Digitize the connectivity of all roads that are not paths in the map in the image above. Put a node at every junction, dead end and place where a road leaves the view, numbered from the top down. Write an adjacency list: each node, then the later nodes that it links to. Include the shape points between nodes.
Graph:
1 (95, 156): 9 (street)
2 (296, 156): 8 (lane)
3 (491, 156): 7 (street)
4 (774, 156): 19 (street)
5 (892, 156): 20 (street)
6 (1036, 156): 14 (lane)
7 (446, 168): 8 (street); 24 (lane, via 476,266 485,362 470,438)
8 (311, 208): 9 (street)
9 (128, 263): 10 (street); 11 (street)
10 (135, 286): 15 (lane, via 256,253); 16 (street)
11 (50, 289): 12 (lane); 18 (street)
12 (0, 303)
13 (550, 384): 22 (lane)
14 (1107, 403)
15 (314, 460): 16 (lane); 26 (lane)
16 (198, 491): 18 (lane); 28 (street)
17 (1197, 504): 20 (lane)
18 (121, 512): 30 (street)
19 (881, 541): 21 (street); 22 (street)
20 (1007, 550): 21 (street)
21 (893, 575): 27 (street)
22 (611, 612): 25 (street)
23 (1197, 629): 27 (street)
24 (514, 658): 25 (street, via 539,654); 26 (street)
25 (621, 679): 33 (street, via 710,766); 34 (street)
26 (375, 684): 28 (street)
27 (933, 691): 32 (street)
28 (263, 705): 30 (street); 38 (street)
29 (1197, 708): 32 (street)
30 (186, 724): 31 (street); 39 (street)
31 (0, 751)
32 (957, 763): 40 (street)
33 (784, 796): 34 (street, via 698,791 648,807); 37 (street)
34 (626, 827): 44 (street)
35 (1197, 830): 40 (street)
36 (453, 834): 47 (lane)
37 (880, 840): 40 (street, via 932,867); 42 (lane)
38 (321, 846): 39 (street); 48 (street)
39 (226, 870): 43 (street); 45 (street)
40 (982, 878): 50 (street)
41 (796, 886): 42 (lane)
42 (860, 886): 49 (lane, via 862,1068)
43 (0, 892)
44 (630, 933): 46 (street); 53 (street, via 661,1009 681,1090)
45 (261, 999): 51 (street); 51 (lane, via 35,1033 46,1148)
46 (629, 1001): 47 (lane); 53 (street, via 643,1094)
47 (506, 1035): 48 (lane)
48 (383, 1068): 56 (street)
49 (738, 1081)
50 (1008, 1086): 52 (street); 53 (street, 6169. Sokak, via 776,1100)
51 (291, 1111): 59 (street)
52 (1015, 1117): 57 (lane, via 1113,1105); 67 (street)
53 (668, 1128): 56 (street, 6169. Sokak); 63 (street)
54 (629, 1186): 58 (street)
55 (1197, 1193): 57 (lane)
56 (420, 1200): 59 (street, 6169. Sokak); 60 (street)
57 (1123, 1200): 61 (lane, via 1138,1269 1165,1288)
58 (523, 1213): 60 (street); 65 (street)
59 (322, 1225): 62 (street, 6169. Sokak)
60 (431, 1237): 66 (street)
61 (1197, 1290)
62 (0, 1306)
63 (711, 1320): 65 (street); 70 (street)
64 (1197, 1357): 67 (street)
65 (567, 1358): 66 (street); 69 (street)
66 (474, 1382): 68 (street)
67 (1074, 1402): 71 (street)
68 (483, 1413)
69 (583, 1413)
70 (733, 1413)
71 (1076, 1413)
• • • • •
* _The task_
State how many lines in the listing above contain "Sokak". Offer nothing besides that number.

* _Expected output_
4